(Data for review Opens)

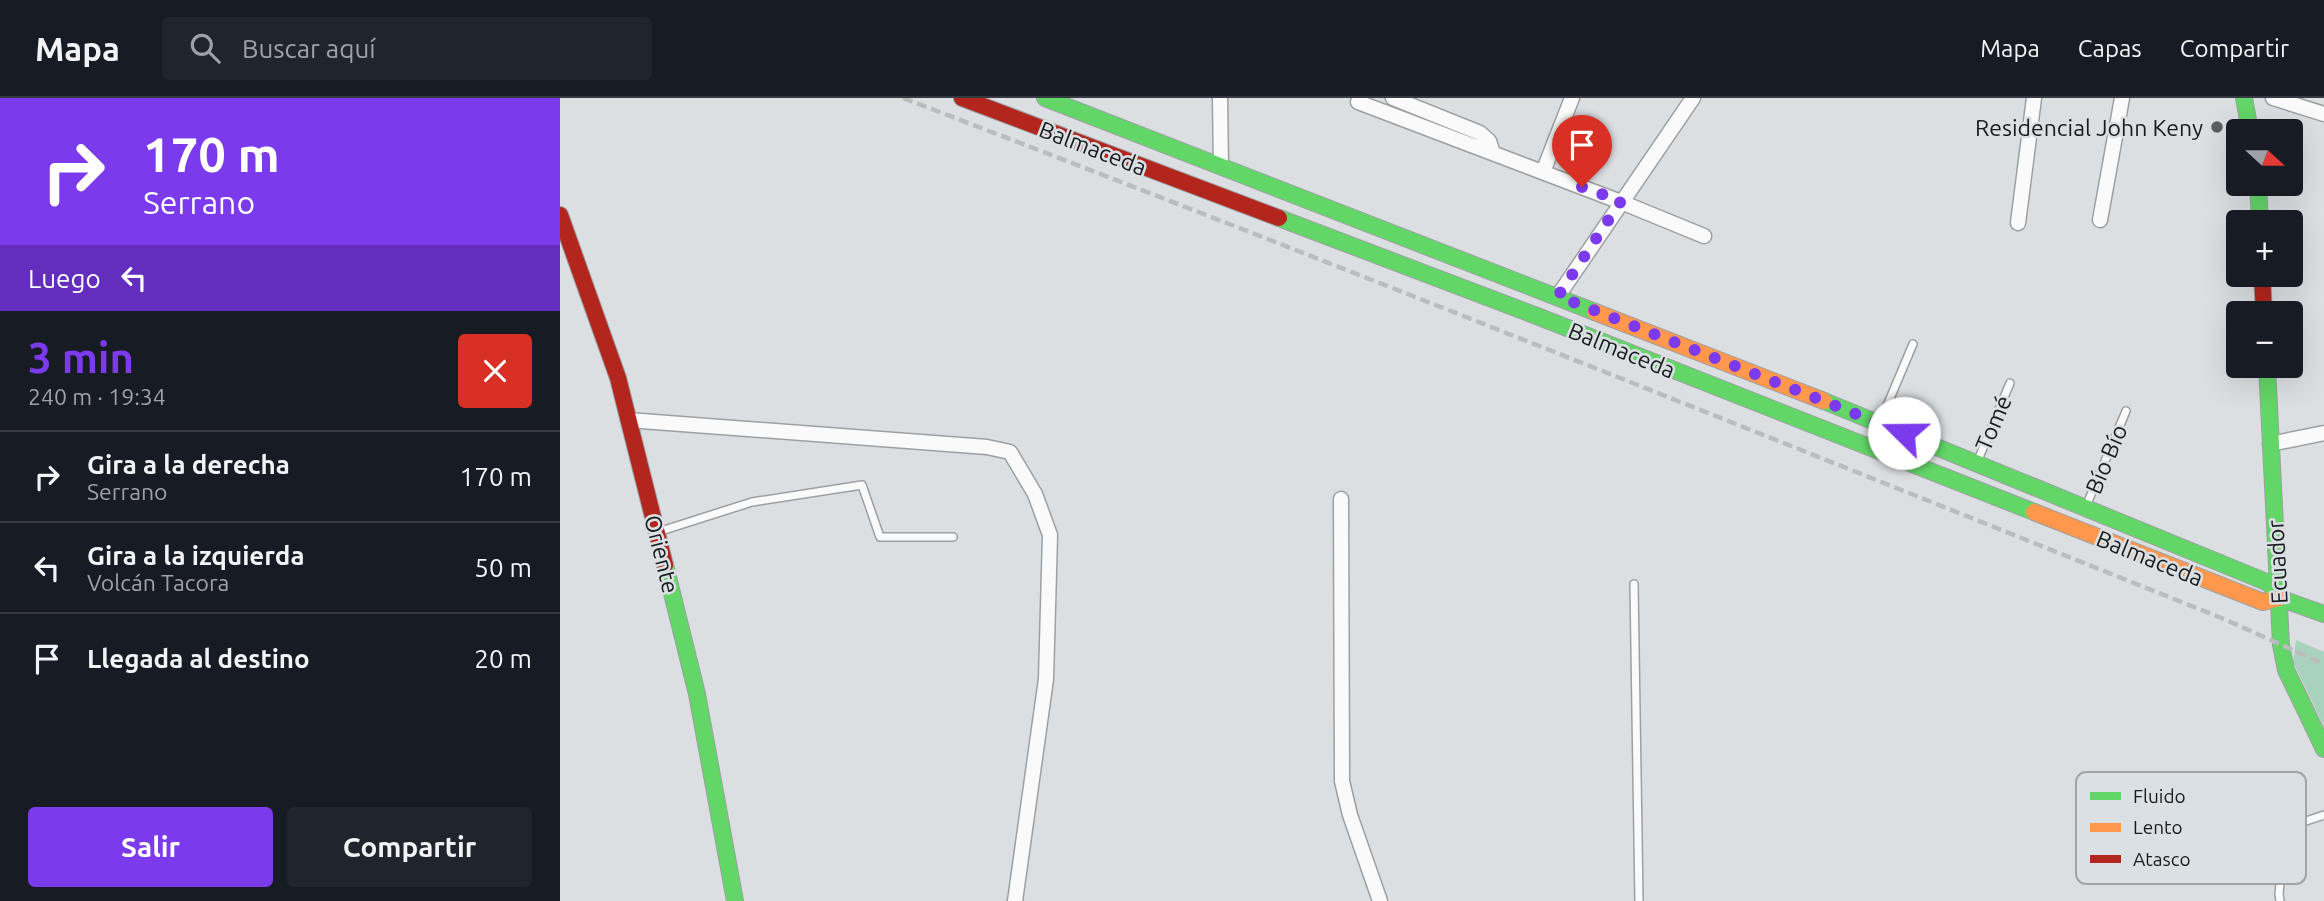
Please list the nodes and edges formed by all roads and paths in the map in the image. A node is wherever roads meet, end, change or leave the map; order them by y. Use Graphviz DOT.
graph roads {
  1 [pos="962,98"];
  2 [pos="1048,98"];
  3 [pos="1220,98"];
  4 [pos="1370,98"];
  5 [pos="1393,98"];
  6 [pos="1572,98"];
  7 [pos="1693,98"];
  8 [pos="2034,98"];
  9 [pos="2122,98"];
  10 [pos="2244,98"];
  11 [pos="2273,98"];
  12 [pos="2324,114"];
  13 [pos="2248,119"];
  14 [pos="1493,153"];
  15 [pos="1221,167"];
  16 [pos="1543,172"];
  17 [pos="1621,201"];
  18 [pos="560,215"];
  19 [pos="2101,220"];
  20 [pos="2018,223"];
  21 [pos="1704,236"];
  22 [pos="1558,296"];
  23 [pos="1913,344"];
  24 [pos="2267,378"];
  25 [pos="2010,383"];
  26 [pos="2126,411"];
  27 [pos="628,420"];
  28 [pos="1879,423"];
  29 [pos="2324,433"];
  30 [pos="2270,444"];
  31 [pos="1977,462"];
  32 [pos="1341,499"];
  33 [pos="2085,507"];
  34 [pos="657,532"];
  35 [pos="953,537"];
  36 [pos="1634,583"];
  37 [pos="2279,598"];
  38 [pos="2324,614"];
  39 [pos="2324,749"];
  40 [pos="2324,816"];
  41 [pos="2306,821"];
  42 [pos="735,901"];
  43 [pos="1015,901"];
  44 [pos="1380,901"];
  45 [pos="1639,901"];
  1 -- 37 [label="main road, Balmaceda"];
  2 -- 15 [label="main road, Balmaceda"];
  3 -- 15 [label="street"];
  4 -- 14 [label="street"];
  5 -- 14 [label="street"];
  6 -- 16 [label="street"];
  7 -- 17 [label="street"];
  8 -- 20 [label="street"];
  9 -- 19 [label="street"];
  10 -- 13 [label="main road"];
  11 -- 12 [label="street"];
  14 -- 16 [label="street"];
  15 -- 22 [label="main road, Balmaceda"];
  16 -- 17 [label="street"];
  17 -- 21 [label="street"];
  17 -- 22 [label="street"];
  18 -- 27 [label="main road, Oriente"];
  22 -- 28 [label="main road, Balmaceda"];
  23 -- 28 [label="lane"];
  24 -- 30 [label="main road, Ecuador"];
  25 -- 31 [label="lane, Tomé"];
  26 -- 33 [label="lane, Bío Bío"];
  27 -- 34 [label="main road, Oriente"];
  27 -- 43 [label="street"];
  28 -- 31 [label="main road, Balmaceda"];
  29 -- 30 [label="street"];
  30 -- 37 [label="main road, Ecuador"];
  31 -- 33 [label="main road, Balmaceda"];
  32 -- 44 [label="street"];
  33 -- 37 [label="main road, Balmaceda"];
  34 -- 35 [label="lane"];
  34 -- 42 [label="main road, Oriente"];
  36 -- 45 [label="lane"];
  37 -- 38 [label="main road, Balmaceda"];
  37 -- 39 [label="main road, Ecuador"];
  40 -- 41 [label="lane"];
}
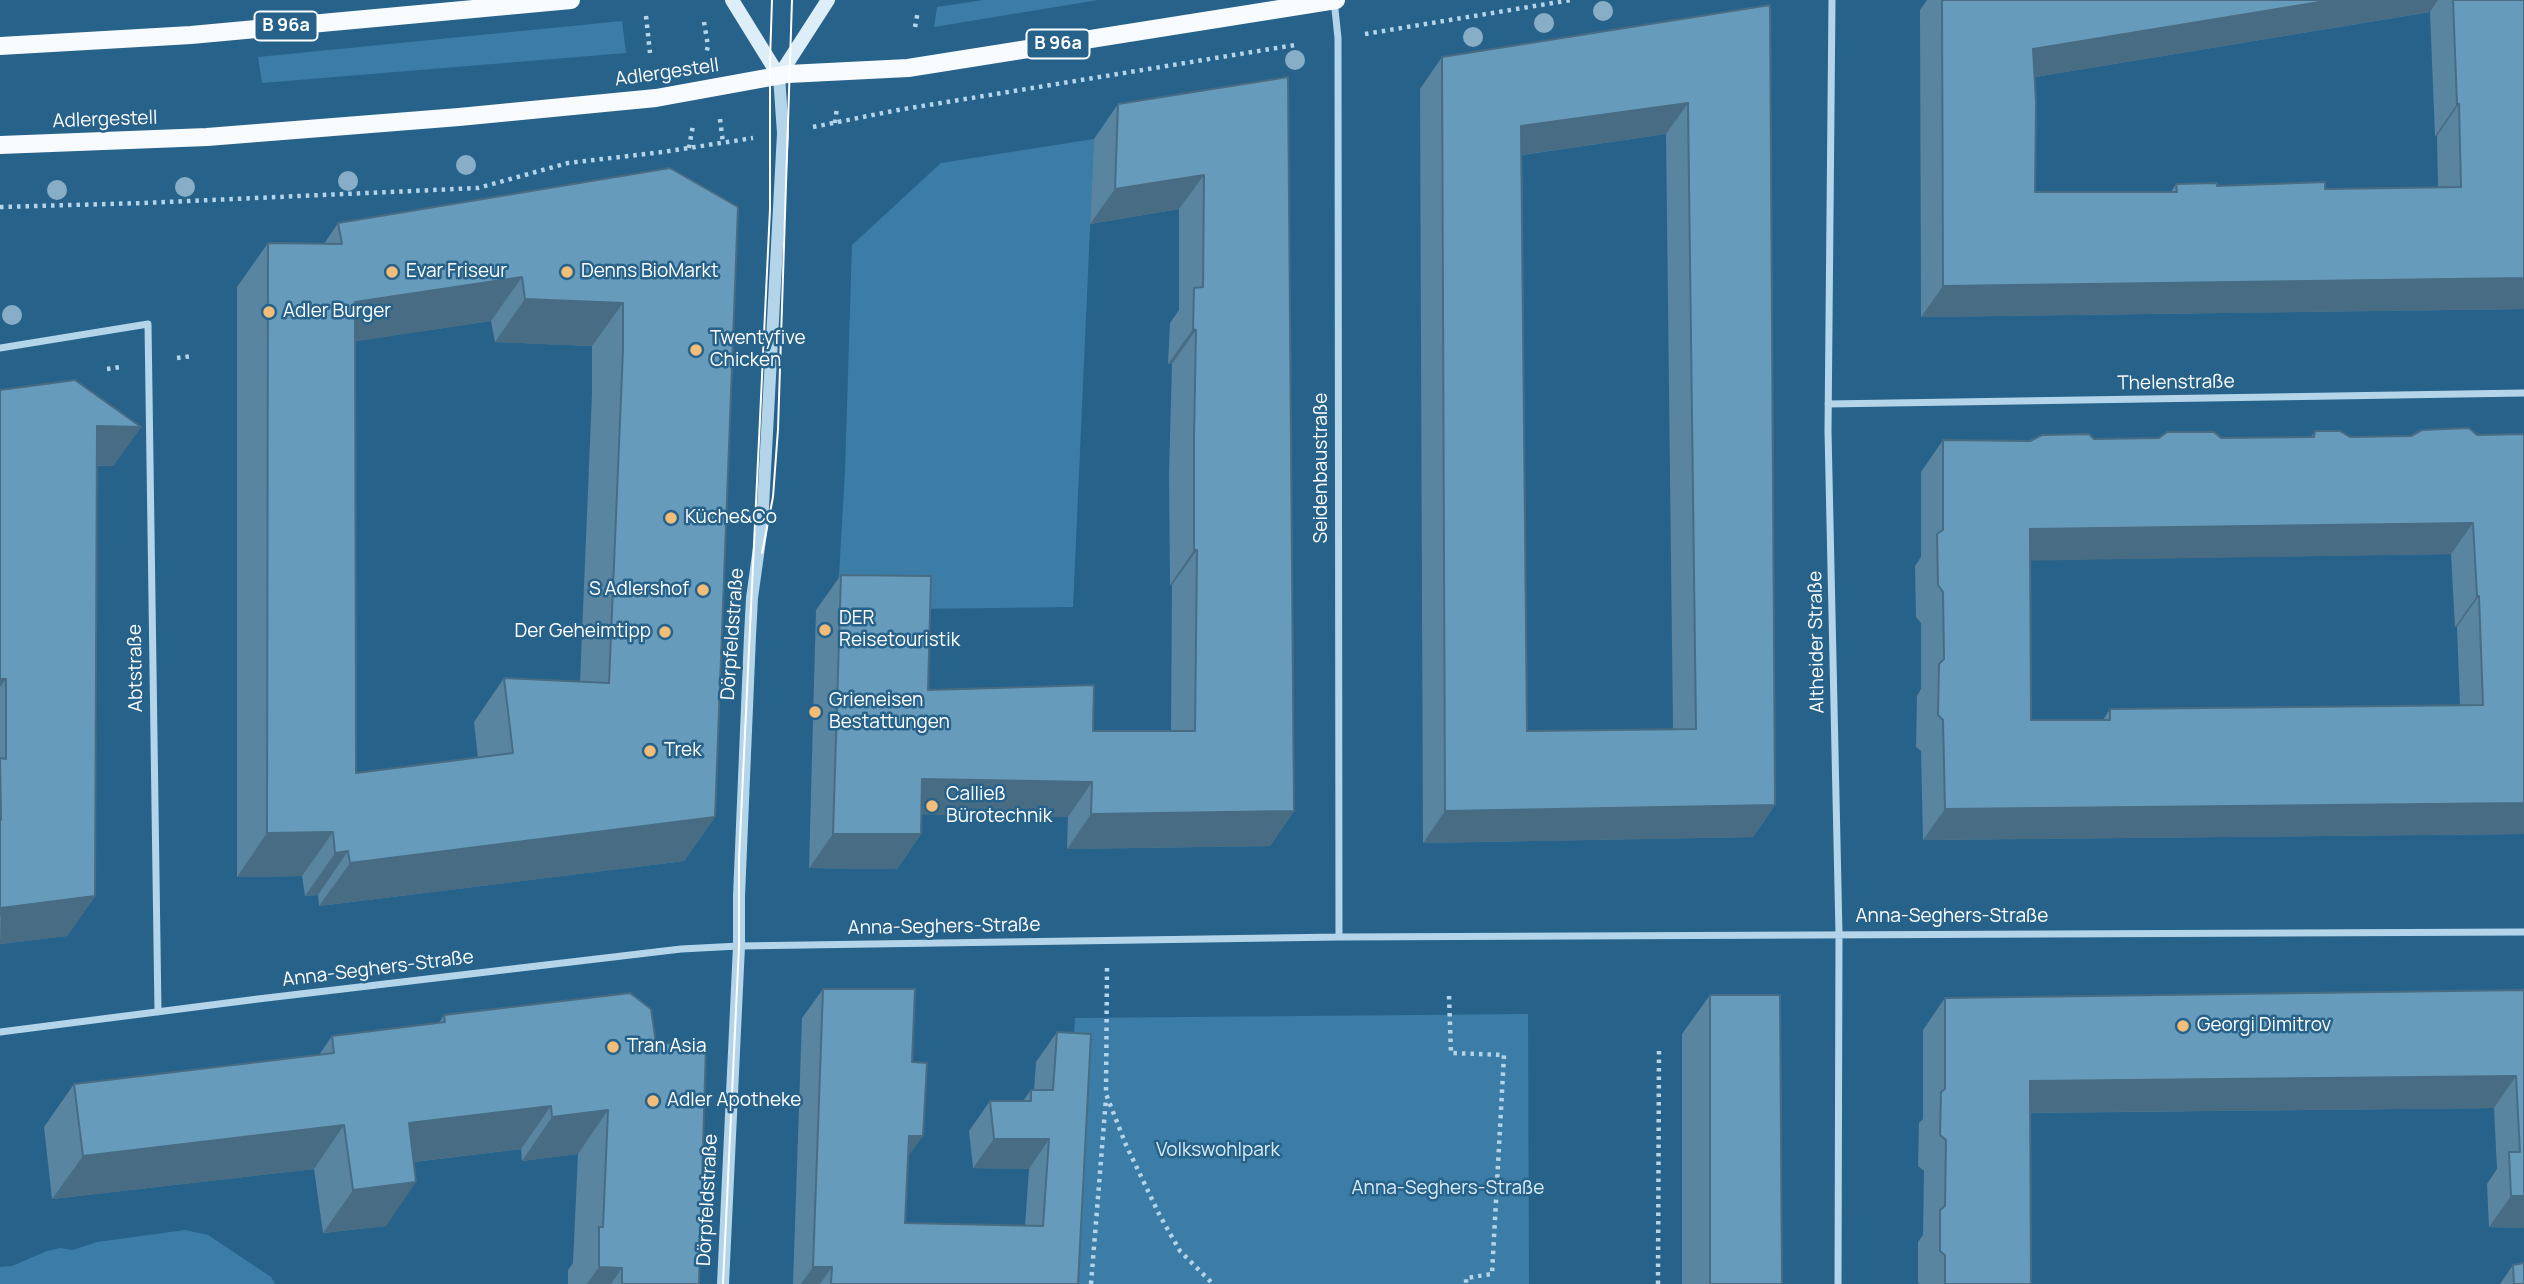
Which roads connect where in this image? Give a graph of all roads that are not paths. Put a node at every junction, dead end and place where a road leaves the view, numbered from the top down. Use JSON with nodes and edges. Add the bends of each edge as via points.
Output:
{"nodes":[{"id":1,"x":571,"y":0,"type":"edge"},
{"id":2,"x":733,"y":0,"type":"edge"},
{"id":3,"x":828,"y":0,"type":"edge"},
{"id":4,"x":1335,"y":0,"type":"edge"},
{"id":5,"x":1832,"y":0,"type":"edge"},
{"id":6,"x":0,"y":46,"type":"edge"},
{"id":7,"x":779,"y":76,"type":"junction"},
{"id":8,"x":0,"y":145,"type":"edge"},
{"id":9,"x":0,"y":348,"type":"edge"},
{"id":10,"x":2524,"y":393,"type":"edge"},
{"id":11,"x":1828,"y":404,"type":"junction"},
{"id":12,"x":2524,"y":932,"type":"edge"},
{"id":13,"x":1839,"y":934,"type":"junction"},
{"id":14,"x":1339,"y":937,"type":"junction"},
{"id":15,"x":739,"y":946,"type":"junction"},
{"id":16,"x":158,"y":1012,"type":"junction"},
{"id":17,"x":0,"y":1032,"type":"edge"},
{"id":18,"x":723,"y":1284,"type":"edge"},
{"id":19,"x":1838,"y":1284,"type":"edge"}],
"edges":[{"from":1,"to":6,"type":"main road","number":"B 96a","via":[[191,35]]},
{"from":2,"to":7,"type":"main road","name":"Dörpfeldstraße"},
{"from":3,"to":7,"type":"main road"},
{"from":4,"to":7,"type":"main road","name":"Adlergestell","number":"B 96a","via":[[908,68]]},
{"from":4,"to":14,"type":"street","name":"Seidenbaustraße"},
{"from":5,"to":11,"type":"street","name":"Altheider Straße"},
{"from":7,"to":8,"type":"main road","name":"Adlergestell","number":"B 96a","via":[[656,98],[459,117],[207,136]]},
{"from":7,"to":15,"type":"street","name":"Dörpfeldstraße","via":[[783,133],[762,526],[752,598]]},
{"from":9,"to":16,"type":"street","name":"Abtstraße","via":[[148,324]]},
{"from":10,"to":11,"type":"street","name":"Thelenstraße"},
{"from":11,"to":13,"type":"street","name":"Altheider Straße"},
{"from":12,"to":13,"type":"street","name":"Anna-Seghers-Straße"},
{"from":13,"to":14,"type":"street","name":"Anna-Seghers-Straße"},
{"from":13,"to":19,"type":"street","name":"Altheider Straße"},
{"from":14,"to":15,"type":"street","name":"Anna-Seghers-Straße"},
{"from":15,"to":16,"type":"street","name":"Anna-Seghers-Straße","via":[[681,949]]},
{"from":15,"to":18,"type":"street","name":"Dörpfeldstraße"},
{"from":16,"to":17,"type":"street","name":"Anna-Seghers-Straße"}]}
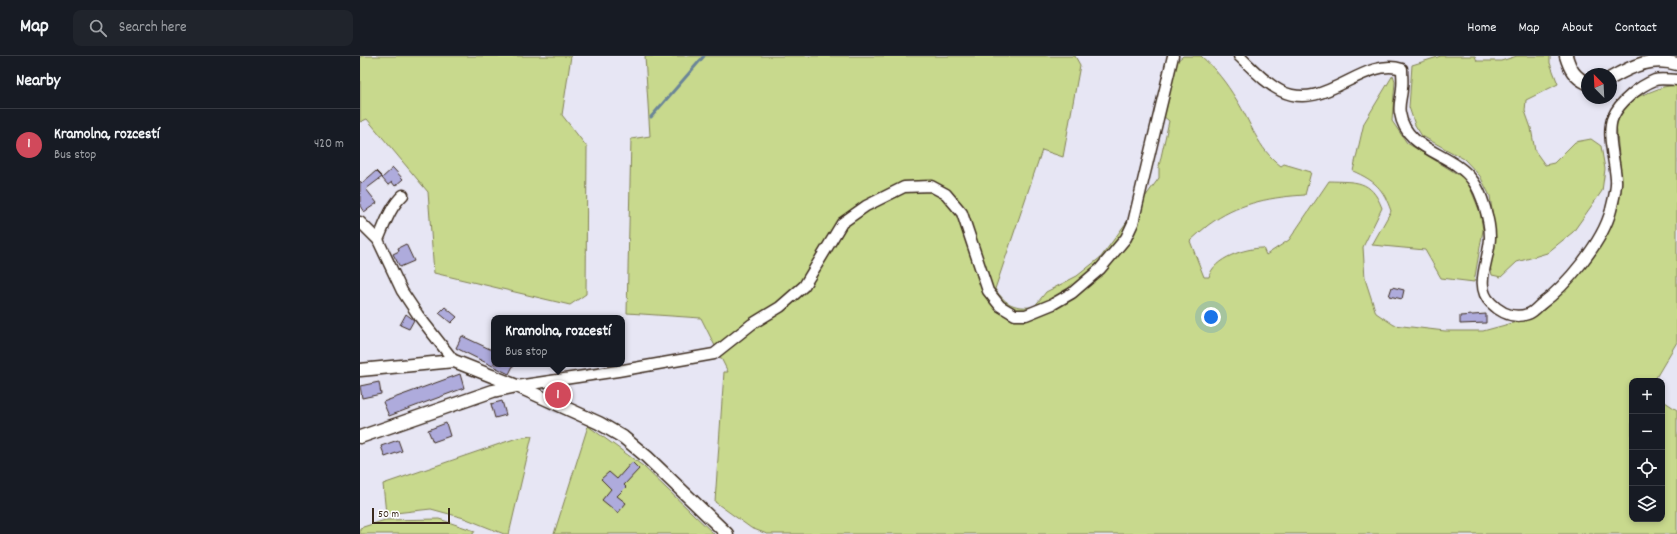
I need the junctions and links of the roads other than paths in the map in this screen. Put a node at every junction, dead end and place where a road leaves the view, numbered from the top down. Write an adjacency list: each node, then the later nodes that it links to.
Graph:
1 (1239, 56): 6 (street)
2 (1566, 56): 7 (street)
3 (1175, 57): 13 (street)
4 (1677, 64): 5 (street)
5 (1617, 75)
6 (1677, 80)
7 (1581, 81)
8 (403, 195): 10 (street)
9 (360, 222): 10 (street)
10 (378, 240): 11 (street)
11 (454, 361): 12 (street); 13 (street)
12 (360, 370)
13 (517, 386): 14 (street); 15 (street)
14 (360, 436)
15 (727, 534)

(Data for review Closes)

- Task brief -
The answer must be every line of the listing that holds the word "this".

- The completed task -
Which roads connect where in this image? Give a graph of all roads that are not paths. Put a node at every junction, dead end and place where a road leaves the view, numbered from the top down. Use JSON with nodes and edges. Add the bends of each edge as via points.
I need the junctions and links of the roads other than paths in the map in this screen. Put a node at every junction, dead end and place where a road leaves the view, numbered from the top down. Write an adjacency list: each node, then the later nodes that it links to.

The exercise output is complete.